Chris Taylor, associate director of Miami's conflict resolution
office, said that Theta Chi will be eligible to appeal to the university to be re-recognized in January 2008.
"Sanctioning is different for us than it is for the Greek community," Taylor said. "We sanction them under the university's (Code of Student Conduct.)."
The organization will face a one-year probationary period, with the restrictions of the probation to be set once they are recognized.
"Probation means they go through a time period where if any group or individual is found guilty of violating the conduct code, they will be sanctioned even more severely," Taylor said.
Theta Chi went through a reorganization process last fall, in which members were asked to deactivate. The fraternity currently has a live-in adviser and alumni members visit to check on the organization's progress.
"We don't want to cause friction with the university by fighting this tooth and nail," Powell said. "We still want to be seen as a strong, functioning part of the university and we will cooperate and do what we need to. I hope they give us the same courtesy."
Evans Scholars face reorganization as well
Another group that is under university supervision as it undergoes a restructuring process is the Miami chapter of Evans Scholars, a privately funded scholarship program sponsored by Western Golf Association.
In November 2006, the group was placed on disciplinary probation from Nov. 28, 2006 to May 6, 2007 after being found in violation of two sections of the Student Code of Conduct - one for inflicting physical mental abuse or harm and the other for disorderly conduct.

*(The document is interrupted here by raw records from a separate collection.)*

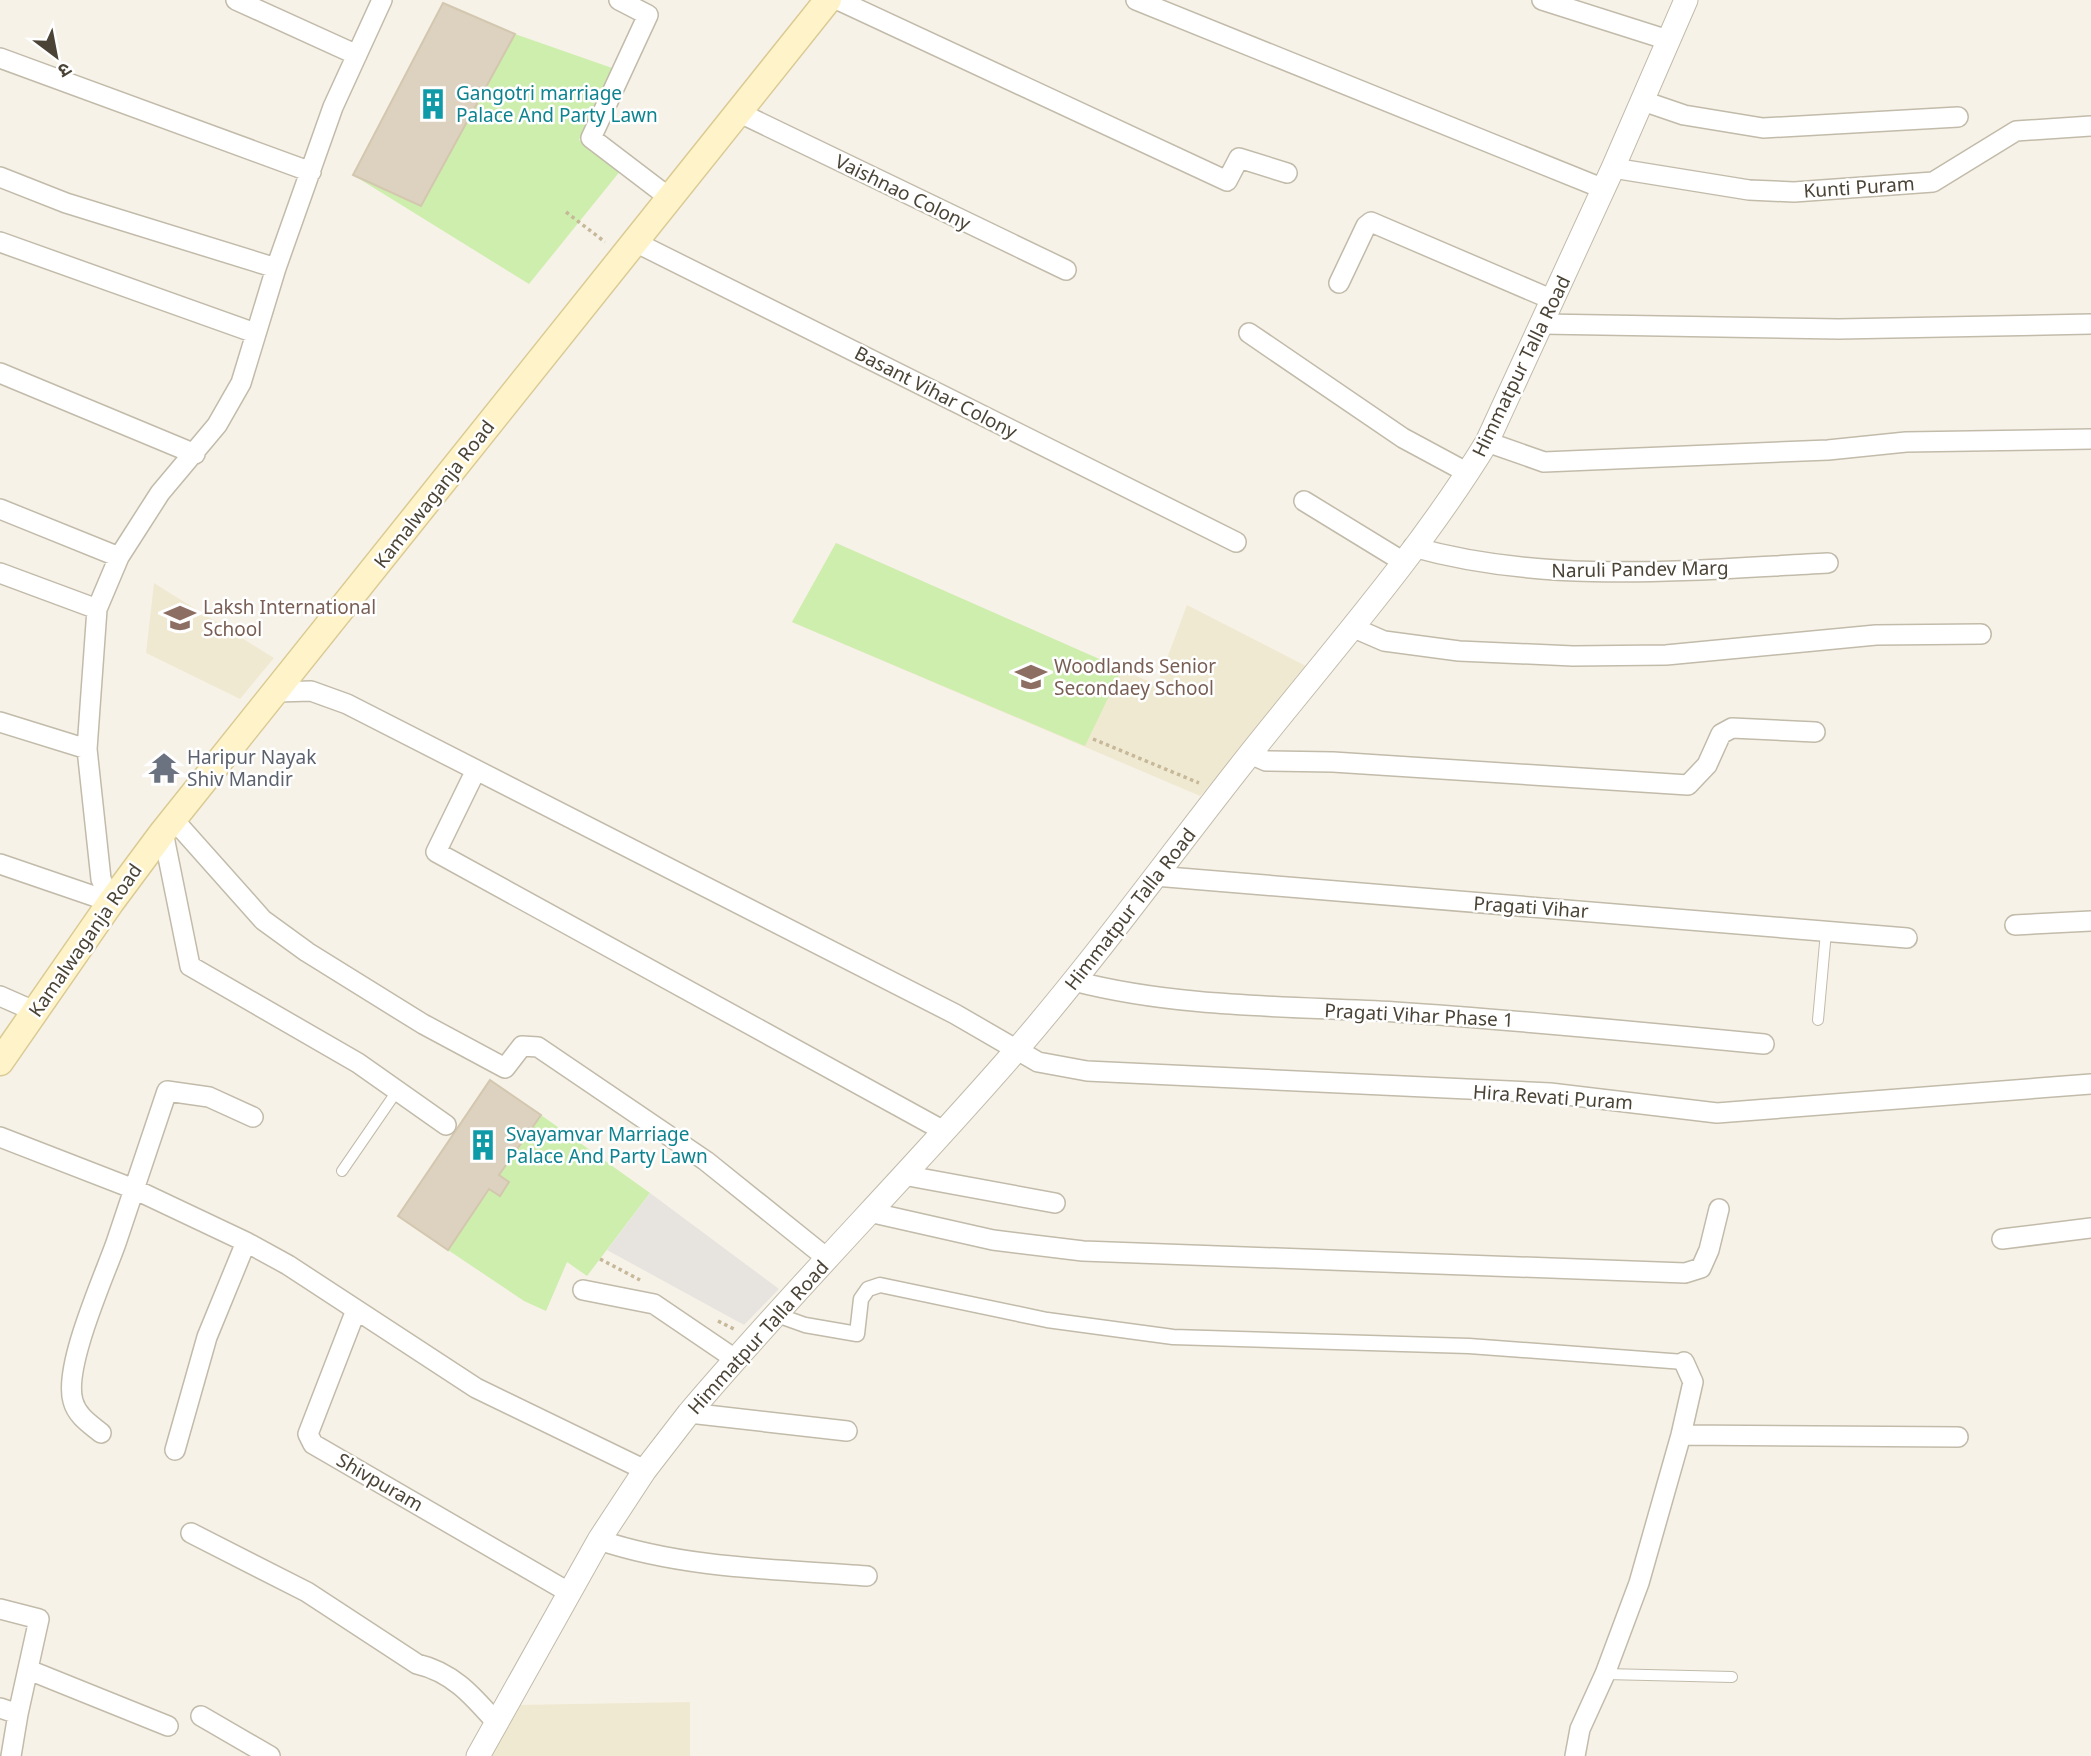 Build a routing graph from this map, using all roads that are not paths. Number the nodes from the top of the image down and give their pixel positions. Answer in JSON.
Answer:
{"nodes":[{"id":1,"x":236,"y":0,"type":"edge"},
{"id":2,"x":382,"y":0,"type":"edge"},
{"id":3,"x":619,"y":0,"type":"edge"},
{"id":4,"x":828,"y":0,"type":"edge"},
{"id":5,"x":838,"y":0,"type":"edge"},
{"id":6,"x":1136,"y":0,"type":"edge"},
{"id":7,"x":1542,"y":0,"type":"edge"},
{"id":8,"x":1686,"y":0,"type":"edge"},
{"id":9,"x":1668,"y":40,"type":"junction"},
{"id":10,"x":357,"y":55,"type":"junction"},
{"id":11,"x":0,"y":58,"type":"edge"},
{"id":12,"x":1643,"y":101,"type":"junction"},
{"id":13,"x":740,"y":113,"type":"junction"},
{"id":14,"x":1958,"y":117,"type":"dead end"},
{"id":15,"x":2091,"y":126,"type":"edge"},
{"id":16,"x":311,"y":172,"type":"junction"},
{"id":17,"x":1287,"y":173,"type":"dead end"},
{"id":18,"x":0,"y":177,"type":"edge"},
{"id":19,"x":1609,"y":179,"type":"junction"},
{"id":20,"x":671,"y":199,"type":"junction"},
{"id":21,"x":0,"y":242,"type":"edge"},
{"id":22,"x":629,"y":249,"type":"junction"},
{"id":23,"x":276,"y":268,"type":"junction"},
{"id":24,"x":1066,"y":270,"type":"dead end"},
{"id":25,"x":1339,"y":283,"type":"dead end"},
{"id":26,"x":1553,"y":300,"type":"junction"},
{"id":27,"x":1542,"y":324,"type":"junction"},
{"id":28,"x":2091,"y":324,"type":"edge"},
{"id":29,"x":255,"y":333,"type":"junction"},
{"id":30,"x":1249,"y":333,"type":"dead end"},
{"id":31,"x":0,"y":373,"type":"edge"},
{"id":32,"x":2091,"y":439,"type":"edge"},
{"id":33,"x":1487,"y":442,"type":"junction"},
{"id":34,"x":195,"y":454,"type":"junction"},
{"id":35,"x":1468,"y":473,"type":"junction"},
{"id":36,"x":1304,"y":502,"type":"dead end"},
{"id":37,"x":0,"y":509,"type":"edge"},
{"id":38,"x":1236,"y":542,"type":"dead end"},
{"id":39,"x":1407,"y":554,"type":"junction"},
{"id":40,"x":119,"y":557,"type":"junction"},
{"id":41,"x":1828,"y":563,"type":"dead end"},
{"id":42,"x":0,"y":573,"type":"edge"},
{"id":43,"x":97,"y":608,"type":"junction"},
{"id":44,"x":1354,"y":628,"type":"junction"},
{"id":45,"x":1982,"y":635,"type":"dead end"},
{"id":46,"x":277,"y":692,"type":"junction"},
{"id":47,"x":0,"y":722,"type":"edge"},
{"id":48,"x":1815,"y":732,"type":"dead end"},
{"id":49,"x":87,"y":749,"type":"junction"},
{"id":50,"x":1250,"y":754,"type":"junction"},
{"id":51,"x":476,"y":770,"type":"junction"},
{"id":52,"x":169,"y":826,"type":"junction"},
{"id":53,"x":0,"y":864,"type":"edge"},
{"id":54,"x":1155,"y":876,"type":"junction"},
{"id":55,"x":111,"y":902,"type":"junction"},
{"id":56,"x":2091,"y":921,"type":"edge"},
{"id":57,"x":2015,"y":925,"type":"dead end"},
{"id":58,"x":1826,"y":932,"type":"junction"},
{"id":59,"x":1907,"y":939,"type":"dead end"},
{"id":60,"x":1074,"y":981,"type":"junction"},
{"id":61,"x":0,"y":996,"type":"edge"},
{"id":62,"x":34,"y":1011,"type":"junction"},
{"id":63,"x":1818,"y":1020,"type":"dead end"},
{"id":64,"x":1764,"y":1044,"type":"dead end"},
{"id":65,"x":1017,"y":1049,"type":"junction"},
{"id":66,"x":0,"y":1062,"type":"edge"},
{"id":67,"x":2091,"y":1084,"type":"edge"},
{"id":68,"x":397,"y":1091,"type":"junction"},
{"id":69,"x":253,"y":1117,"type":"dead end"},
{"id":70,"x":446,"y":1125,"type":"dead end"},
{"id":71,"x":943,"y":1130,"type":"junction"},
{"id":72,"x":0,"y":1137,"type":"edge"},
{"id":73,"x":342,"y":1171,"type":"dead end"},
{"id":74,"x":903,"y":1175,"type":"junction"},
{"id":75,"x":134,"y":1189,"type":"junction"},
{"id":76,"x":1055,"y":1203,"type":"dead end"},
{"id":77,"x":1719,"y":1209,"type":"dead end"},
{"id":78,"x":869,"y":1212,"type":"junction"},
{"id":79,"x":2091,"y":1228,"type":"edge"},
{"id":80,"x":2002,"y":1239,"type":"dead end"},
{"id":81,"x":246,"y":1242,"type":"junction"},
{"id":82,"x":828,"y":1259,"type":"junction"},
{"id":83,"x":583,"y":1290,"type":"dead end"},
{"id":84,"x":356,"y":1310,"type":"junction"},
{"id":85,"x":777,"y":1315,"type":"junction"},
{"id":86,"x":735,"y":1359,"type":"junction"},
{"id":87,"x":1684,"y":1362,"type":"joint"},
{"id":88,"x":689,"y":1413,"type":"junction"},
{"id":89,"x":847,"y":1431,"type":"dead end"},
{"id":90,"x":101,"y":1433,"type":"dead end"},
{"id":91,"x":1681,"y":1435,"type":"junction"},
{"id":92,"x":1958,"y":1437,"type":"dead end"},
{"id":93,"x":174,"y":1450,"type":"dead end"},
{"id":94,"x":645,"y":1470,"type":"junction"},
{"id":95,"x":191,"y":1533,"type":"dead end"},
{"id":96,"x":600,"y":1540,"type":"junction"},
{"id":97,"x":867,"y":1576,"type":"dead end"},
{"id":98,"x":570,"y":1593,"type":"junction"},
{"id":99,"x":0,"y":1609,"type":"edge"},
{"id":100,"x":29,"y":1670,"type":"junction"},
{"id":101,"x":1605,"y":1674,"type":"junction"},
{"id":102,"x":1732,"y":1677,"type":"dead end"},
{"id":103,"x":9,"y":1711,"type":"edge"},
{"id":104,"x":201,"y":1716,"type":"dead end"},
{"id":105,"x":495,"y":1721,"type":"junction"},
{"id":106,"x":168,"y":1726,"type":"dead end"},
{"id":107,"x":11,"y":1756,"type":"edge"},
{"id":108,"x":270,"y":1756,"type":"edge"},
{"id":109,"x":478,"y":1756,"type":"edge"},
{"id":110,"x":1575,"y":1756,"type":"edge"}],
"edges":[{"from":1,"to":10,"type":"street"},
{"from":2,"to":10,"type":"street"},
{"from":3,"to":20,"type":"street"},
{"from":4,"to":13,"type":"main road","name":"Kamalwaganja Road"},
{"from":5,"to":17,"type":"street"},
{"from":6,"to":19,"type":"street","name":"Kunti Puram"},
{"from":7,"to":9,"type":"street"},
{"from":8,"to":9,"type":"street","name":"Himmatpur Talla Road"},
{"from":9,"to":12,"type":"street","name":"Himmatpur Talla Road"},
{"from":10,"to":16,"type":"street"},
{"from":11,"to":16,"type":"street"},
{"from":12,"to":14,"type":"street"},
{"from":12,"to":19,"type":"street","name":"Himmatpur Talla Road"},
{"from":13,"to":20,"type":"main road","name":"Kamalwaganja Road"},
{"from":13,"to":24,"type":"street","name":"Vaishnao Colony"},
{"from":15,"to":19,"type":"street","name":"Kunti Puram"},
{"from":16,"to":23,"type":"street"},
{"from":18,"to":23,"type":"street"},
{"from":19,"to":26,"type":"street","name":"Himmatpur Talla Road"},
{"from":20,"to":22,"type":"main road","name":"Kamalwaganja Road"},
{"from":21,"to":29,"type":"street"},
{"from":22,"to":38,"type":"street","name":"Basant Vihar Colony"},
{"from":22,"to":46,"type":"main road","name":"Kamalwaganja Road"},
{"from":23,"to":29,"type":"street"},
{"from":25,"to":26,"type":"street"},
{"from":26,"to":27,"type":"street","name":"Himmatpur Talla Road"},
{"from":27,"to":28,"type":"street"},
{"from":27,"to":33,"type":"street","name":"Himmatpur Talla Road"},
{"from":29,"to":34,"type":"street"},
{"from":30,"to":35,"type":"street"},
{"from":31,"to":34,"type":"street"},
{"from":32,"to":33,"type":"street"},
{"from":33,"to":35,"type":"street","name":"Himmatpur Talla Road"},
{"from":34,"to":40,"type":"street"},
{"from":35,"to":39,"type":"street","name":"Himmatpur Talla Road"},
{"from":36,"to":39,"type":"street","name":"Naruli Pandev Marg"},
{"from":37,"to":40,"type":"street"},
{"from":39,"to":41,"type":"street","name":"Naruli Pandev Marg"},
{"from":39,"to":44,"type":"street","name":"Himmatpur Talla Road"},
{"from":40,"to":43,"type":"street"},
{"from":42,"to":43,"type":"street"},
{"from":43,"to":49,"type":"street"},
{"from":44,"to":45,"type":"street"},
{"from":44,"to":50,"type":"street","name":"Himmatpur Talla Road"},
{"from":46,"to":51,"type":"street","name":"Hira Revati Puram"},
{"from":46,"to":52,"type":"main road","name":"Kamalwaganja Road"},
{"from":47,"to":49,"type":"street"},
{"from":48,"to":50,"type":"street"},
{"from":49,"to":55,"type":"street"},
{"from":50,"to":54,"type":"street","name":"Himmatpur Talla Road"},
{"from":51,"to":65,"type":"street","name":"Hira Revati Puram"},
{"from":51,"to":71,"type":"street"},
{"from":52,"to":55,"type":"main road","name":"Kamalwaganja Road"},
{"from":52,"to":68,"type":"street"},
{"from":52,"to":82,"type":"street"},
{"from":53,"to":55,"type":"street"},
{"from":54,"to":58,"type":"street","name":"Pragati Vihar"},
{"from":54,"to":60,"type":"street","name":"Himmatpur Talla Road"},
{"from":55,"to":62,"type":"main road","name":"Kamalwaganja Road"},
{"from":56,"to":57,"type":"street"},
{"from":58,"to":59,"type":"street","name":"Pragati Vihar"},
{"from":58,"to":63,"type":"lane"},
{"from":60,"to":64,"type":"street","name":"Pragati Vihar Phase 1"},
{"from":60,"to":65,"type":"street","name":"Himmatpur Talla Road"},
{"from":61,"to":62,"type":"street"},
{"from":62,"to":66,"type":"main road","name":"Kamalwaganja Road"},
{"from":65,"to":67,"type":"street","name":"Hira Revati Puram"},
{"from":65,"to":71,"type":"street","name":"Himmatpur Talla Road"},
{"from":68,"to":70,"type":"street"},
{"from":68,"to":73,"type":"lane"},
{"from":69,"to":75,"type":"street"},
{"from":71,"to":74,"type":"street","name":"Himmatpur Talla Road"},
{"from":72,"to":75,"type":"street"},
{"from":74,"to":76,"type":"street"},
{"from":74,"to":78,"type":"street","name":"Himmatpur Talla Road"},
{"from":75,"to":81,"type":"street"},
{"from":75,"to":90,"type":"street"},
{"from":77,"to":78,"type":"street"},
{"from":78,"to":82,"type":"street","name":"Himmatpur Talla Road"},
{"from":79,"to":80,"type":"street"},
{"from":81,"to":84,"type":"street"},
{"from":81,"to":93,"type":"street"},
{"from":82,"to":85,"type":"street","name":"Himmatpur Talla Road"},
{"from":83,"to":86,"type":"street"},
{"from":84,"to":94,"type":"street"},
{"from":84,"to":98,"type":"street","name":"Shivpuram"},
{"from":85,"to":86,"type":"street","name":"Himmatpur Talla Road"},
{"from":85,"to":87,"type":"street"},
{"from":86,"to":88,"type":"street","name":"Himmatpur Talla Road"},
{"from":87,"to":91,"type":"street"},
{"from":88,"to":89,"type":"street"},
{"from":88,"to":94,"type":"street","name":"Himmatpur Talla Road"},
{"from":91,"to":92,"type":"street"},
{"from":91,"to":101,"type":"street"},
{"from":94,"to":96,"type":"street","name":"Himmatpur Talla Road"},
{"from":95,"to":105,"type":"street"},
{"from":96,"to":97,"type":"street"},
{"from":96,"to":98,"type":"street","name":"Himmatpur Talla Road"},
{"from":98,"to":105,"type":"street","name":"Himmatpur Talla Road"},
{"from":99,"to":100,"type":"street"},
{"from":100,"to":103,"type":"street"},
{"from":100,"to":106,"type":"street"},
{"from":101,"to":102,"type":"lane"},
{"from":101,"to":110,"type":"street"},
{"from":103,"to":107,"type":"street"},
{"from":104,"to":108,"type":"street"},
{"from":105,"to":109,"type":"street","name":"Himmatpur Talla Road"}]}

"The whole thing was completely mishandled," said senior Andy Weisbrod, former president of the chapter. "We have faculty advisers and an (executive) board to deal with this."
Jacob Eby, a first-year living in the Evans house, wrote a letter to the university reporting that he was being threatened with bodily harm for not contributing to a "slush fund" for alcohol and party supplies, and went on to list other inappropriate conduct he had witnessed.
Eby withdrew from Miami at the end of fall semester 2006 within a few days of sending the letter.
Under the probation, the organization is not allowed to host or co-host any functions where alcohol is served. Violating this would result in immediate suspension of the organization from campus.
"I feel like this is the first time the (conflict resolution office) is dealing with a non-Greek organization," Weisbrod said. "Very few of the accusations had to do with alcohol, yet most of our sanctions refer to restricting alcohol. We were told (that we were allowed) several things, such as representation by our faculty adviser at hearings and the ability to appeal, but then these privileges were revoked."
Taylor said this was probably due to some miscommunication within the office.
"We say that any member from the organization can represent them, but advisers are not necessarily considered members of the organizations," Taylor said. "And any organization or individual found to violate the code of conduct can appeal if they are given a dismissal or suspension."
In addition, Taylor said that the president of Evans Scholars is scheduled to attend two meetings with the director of the conflict resolution office this semester. In these meetings, the president will update the director as to how progress is being made in restructuring the organization.
Some changes are already being made within the organization.
"We no longer have a social chair position in the chapter," Weisbrod said. "And all members have to participate in a yearly alcohol awareness program."
The president will also work on the development of a written protocol, which will include how the organization will deal with individuals who violated the group's policy as well as how to prevent violations in the future. By the semester's end, the president is also required to submit a detailed plan of events for New Scholar's Weekend to the director of the conflict resolution office.